The default databases for each tool were used in the analysis of the FMT metagenomic data35. The GTDB r207 bacterial reference database was used38 to run TRACS. InStrain was run using the UHGG reference database as described in the InStrain user manual. As it was computationally expensive to consider all possible species when running StrainGE on the FMT data, we restricted all analyses to the Bifidobacterium genus. Reference genomes were downloaded from Refseq and the database was constructed following the StrainGE user manual.
TRACS used the same pneumococcal reference database to analyse the pneumococcal deep sequencing data from the Maela refugee camp. To analyse the SARS-CoV-2 and P. falciparum deep population sequencing data, the reference genome from each species was used when running TRACS. Similar to the FMT data, TRACS was run using the GTDB r207 bacterial reference database to analyse the UK infant birth cohort.
To compare the resource requirements of each algorithm, we measured CPU time required for all simulated metagenomic samples where one genome was simulated to have been transmitted (Extended Data Fig. 4). Memory was compared on a representative pair of samples. Comparing the results across algorithms is challenging, as each requires different tasks to be performed separately by the user, such as read alignment and SNP distance calculation. To ensure a fair comparison, we used the same tools employed by TRACS for operations not automatically handled by other pipelines. Although the exact differences in speed and memory usage may vary depending on the dataset, TRACS consistently demonstrated the lowest memory and CPU usage in this test, outperforming the next best algorithm by approximately a factor of 2 (Extended Data Fig. 4).

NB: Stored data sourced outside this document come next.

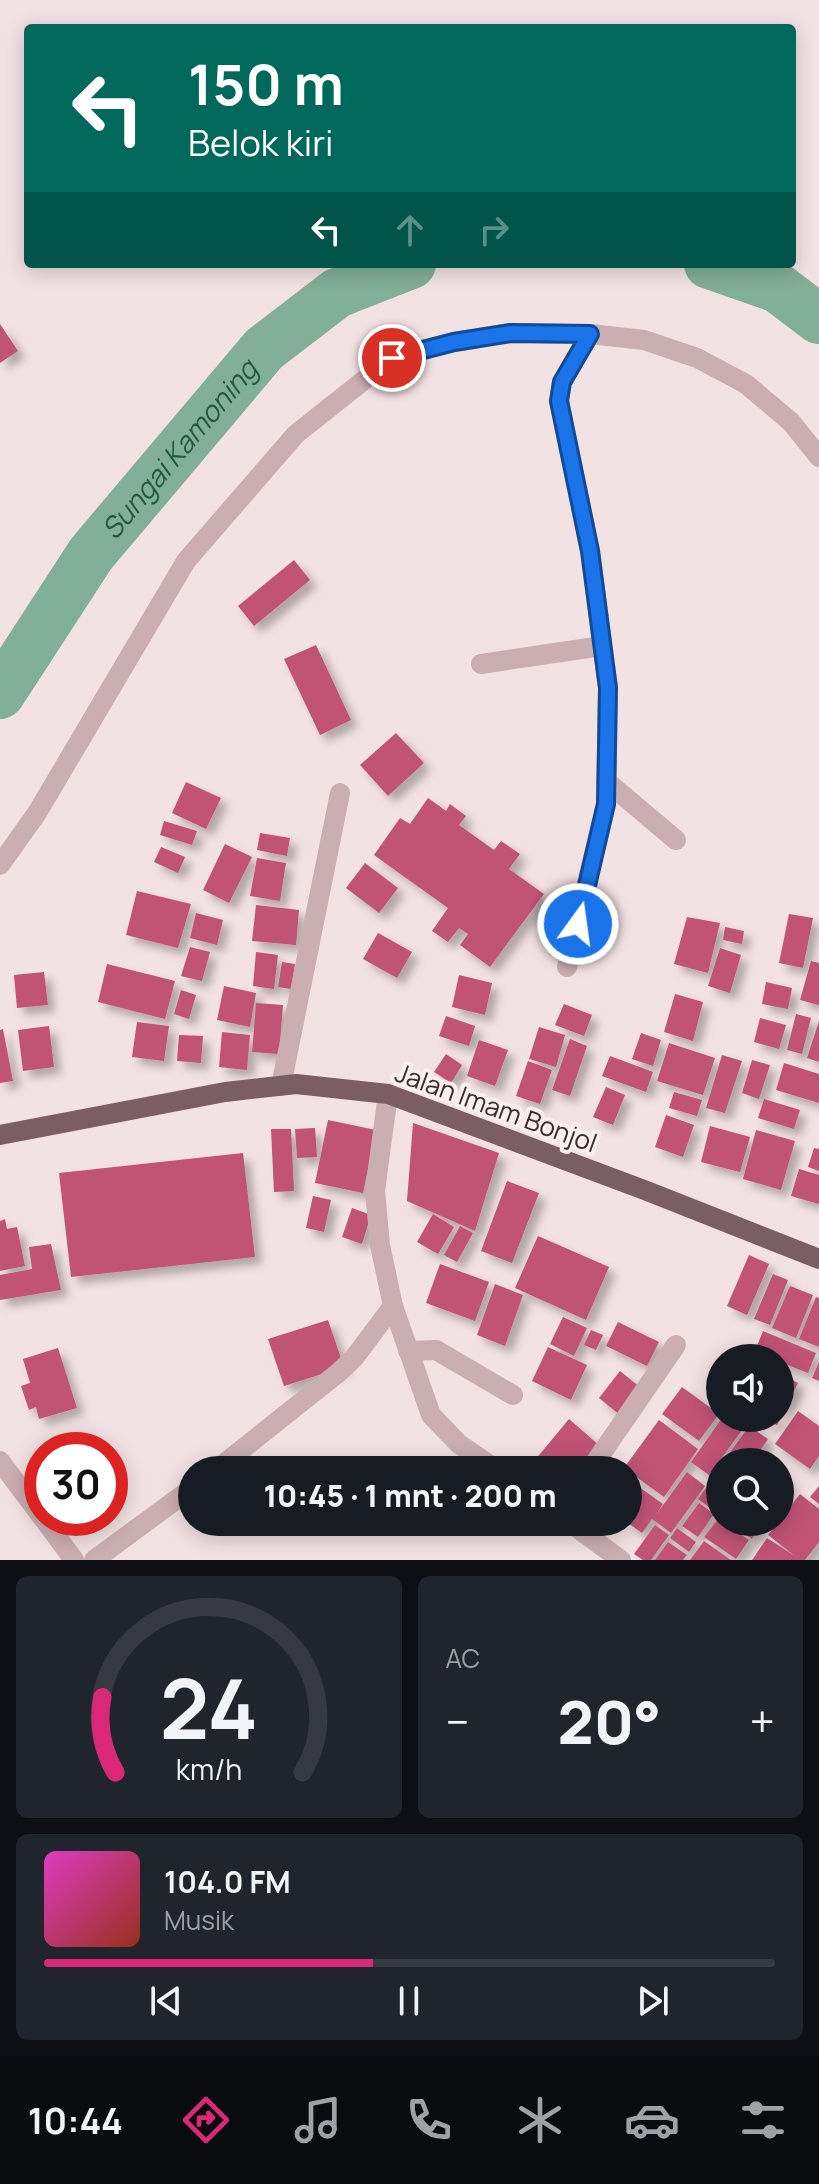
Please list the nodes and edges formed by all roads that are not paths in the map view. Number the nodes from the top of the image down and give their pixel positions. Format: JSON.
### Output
{"nodes":[{"id":1,"x":590,"y":334,"type":"junction"},
{"id":2,"x":819,"y":457,"type":"edge"},
{"id":3,"x":602,"y":646,"type":"junction"},
{"id":4,"x":481,"y":664,"type":"dead end"},
{"id":5,"x":606,"y":781,"type":"junction"},
{"id":6,"x":340,"y":793,"type":"dead end"},
{"id":7,"x":676,"y":840,"type":"dead end"},
{"id":8,"x":0,"y":865,"type":"edge"},
{"id":9,"x":567,"y":967,"type":"dead end"},
{"id":10,"x":281,"y":1086,"type":"junction"},
{"id":11,"x":388,"y":1094,"type":"junction"},
{"id":12,"x":0,"y":1135,"type":"edge"},
{"id":13,"x":819,"y":1259,"type":"edge"},
{"id":14,"x":393,"y":1306,"type":"junction"},
{"id":15,"x":676,"y":1345,"type":"dead end"},
{"id":16,"x":408,"y":1351,"type":"junction"},
{"id":17,"x":513,"y":1395,"type":"dead end"},
{"id":18,"x":234,"y":1456,"type":"edge"},
{"id":19,"x":477,"y":1456,"type":"edge"},
{"id":20,"x":600,"y":1456,"type":"edge"},
{"id":21,"x":0,"y":1461,"type":"edge"},
{"id":22,"x":24,"y":1493,"type":"edge"},
{"id":23,"x":178,"y":1498,"type":"edge"},
{"id":24,"x":56,"y":1536,"type":"edge"},
{"id":25,"x":588,"y":1536,"type":"edge"},
{"id":26,"x":74,"y":1560,"type":"edge"},
{"id":27,"x":94,"y":1560,"type":"edge"},
{"id":28,"x":621,"y":1560,"type":"edge"}],
"edges":[{"from":1,"to":2,"type":"street"},
{"from":1,"to":3,"type":"street"},
{"from":1,"to":8,"type":"street"},
{"from":3,"to":4,"type":"street"},
{"from":3,"to":5,"type":"street"},
{"from":5,"to":7,"type":"street"},
{"from":5,"to":9,"type":"street"},
{"from":6,"to":10,"type":"street"},
{"from":10,"to":11,"type":"main road","name":"Jalan Imam Bonjol"},
{"from":10,"to":12,"type":"main road","name":"Jalan Imam Bonjol"},
{"from":11,"to":13,"type":"main road","name":"Jalan Imam Bonjol"},
{"from":11,"to":14,"type":"street"},
{"from":14,"to":16,"type":"street"},
{"from":14,"to":18,"type":"street"},
{"from":15,"to":20,"type":"street"},
{"from":16,"to":17,"type":"street"},
{"from":16,"to":19,"type":"street"},
{"from":21,"to":22,"type":"street"},
{"from":23,"to":27,"type":"street"},
{"from":24,"to":26,"type":"street"},
{"from":25,"to":28,"type":"street"}]}
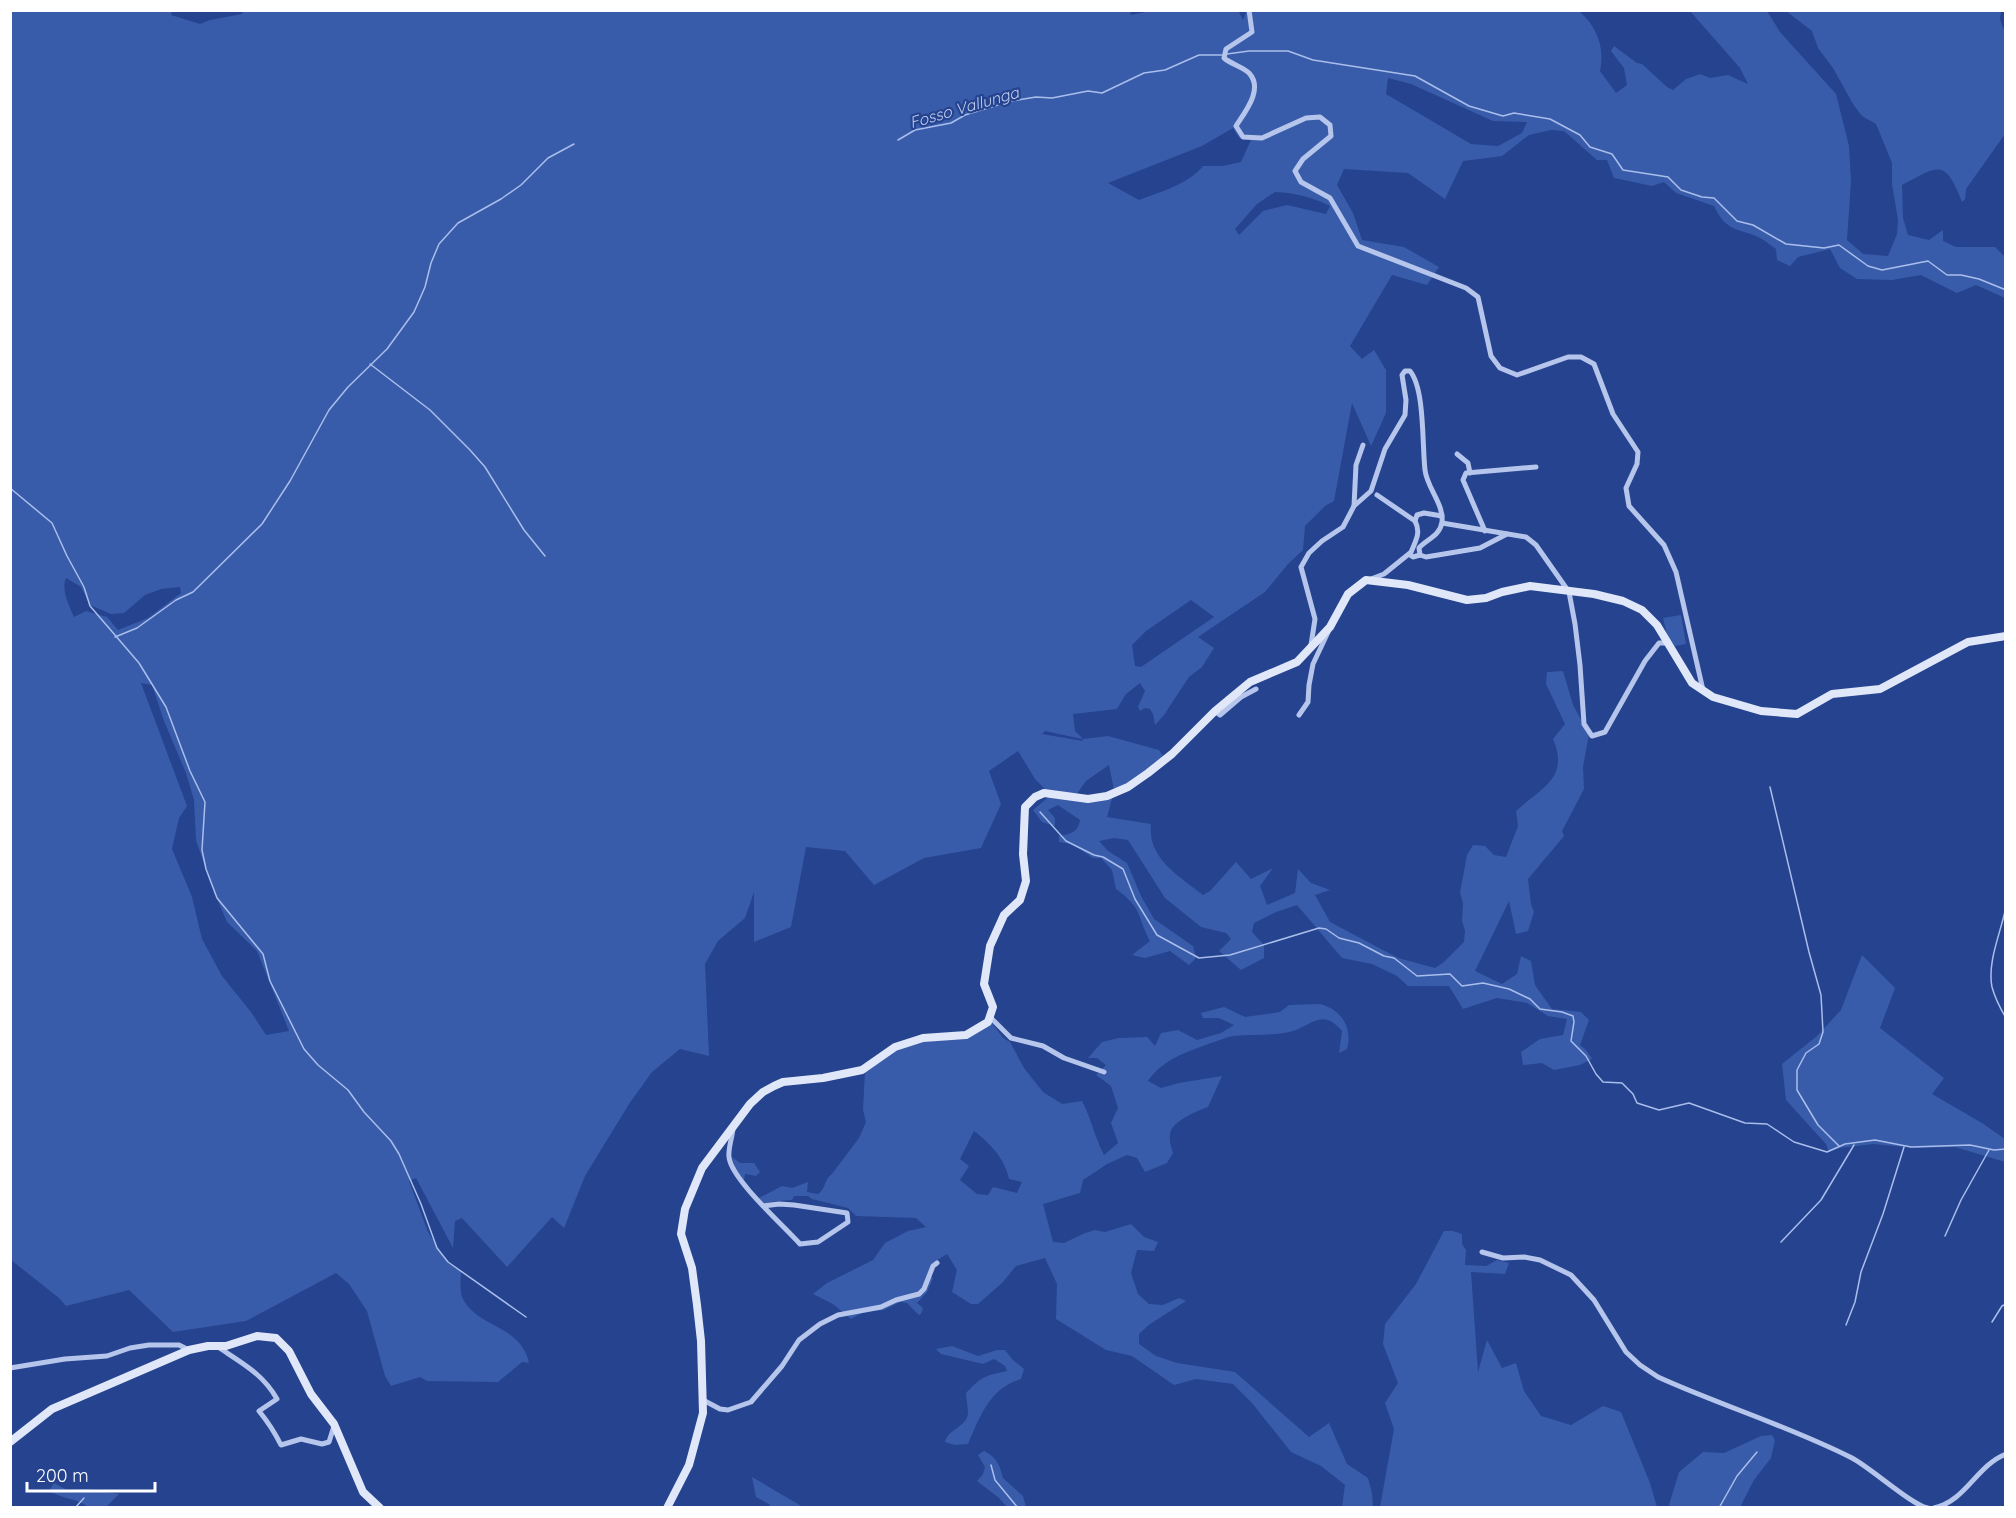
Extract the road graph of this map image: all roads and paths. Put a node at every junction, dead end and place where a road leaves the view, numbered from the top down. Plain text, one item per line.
1 (1249, 10) edge
2 (1363, 445) dead end
3 (1457, 454) dead end
4 (1536, 467) dead end
5 (1470, 473) junction
6 (1377, 495) dead end
7 (1354, 506) junction
8 (1442, 520) junction
9 (1415, 521) junction
10 (1485, 531) junction
11 (1507, 534) junction
12 (1410, 552) junction
13 (1420, 555) junction
14 (1366, 580) junction
15 (1569, 592) junction
16 (1330, 627) junction
17 (2006, 636) edge
18 (1666, 643) junction
19 (1311, 648) junction
20 (1256, 688) dead end
21 (1703, 690) junction
22 (1215, 711) junction
23 (1299, 715) dead end
24 (990, 1017) junction
25 (1104, 1072) dead end
26 (733, 1128) junction
27 (764, 1206) junction
28 (1482, 1252) dead end
29 (937, 1263) dead end
30 (218, 1347) junction
31 (189, 1350) junction
32 (10, 1368) edge
33 (703, 1400) junction
34 (334, 1425) junction
35 (10, 1442) edge
36 (2006, 1454) edge
37 (380, 1508) edge
38 (667, 1508) edge
39 (1928, 1508) edge
40 (1934, 1508) edge

1 - 21 street
2 - 7 street
3 - 5 street
4 - 5 street
5 - 10 street
6 - 9 street
7 - 8 street
7 - 19 street
8 - 9 street
8 - 10 street
8 - 13 street
9 - 12 street
10 - 11 street
11 - 13 street
11 - 15 street
12 - 13 street
12 - 14 street
14 - 15 street
14 - 16 street
15 - 18 street
15 - 18 street
16 - 19 street
16 - 23 street
17 - 21 street
18 - 21 street
19 - 22 street
20 - 22 street
22 - 24 street
24 - 25 street
24 - 26 street
26 - 27 street
26 - 33 street
27 - 27 street
28 - 39 street
29 - 33 street
30 - 31 street
30 - 34 street
30 - 34 street
31 - 32 street
31 - 35 street
33 - 38 street
34 - 37 street
36 - 40 street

The exact commands used to run StrainPhlAn, inStrain and StrainGE are given in the supplementary code provided in the associated GitHub repository50.
Simulated datasets
Given a user-specified SNP distance and a set of reference genomes, transmission of an individual strain between pairs of metagenomic or population sequencing samples were simulated using a custom python script provided as part of the TRACS package.
The number of reference genomes included in each sample was simulated using a Poisson distribution. The user-specified number of SNPs was then simulated by randomly introducing mutations along one reference genome. This genome was included in both samples in a pair. The remaining reference genomes in each sample were randomly selected from the user-provided list. In cases where both samples shared a reference genome other than the transmitted one, additional SNPs were randomly introduced. The total number of SNPs separating non-transmitted strains was drawn from a Poisson distribution with a mean of 10,000. This value was chosen to ensure that all methods should be able to reliably distinguish the small genetic distances characteristic of recent transmission from much larger distances representing hundreds of years of evolution. While closely related strains can be shared through routes other than transmission, such events cannot be distinguished solely by genetic distance. As a result, they are not considered in detail in these simulations.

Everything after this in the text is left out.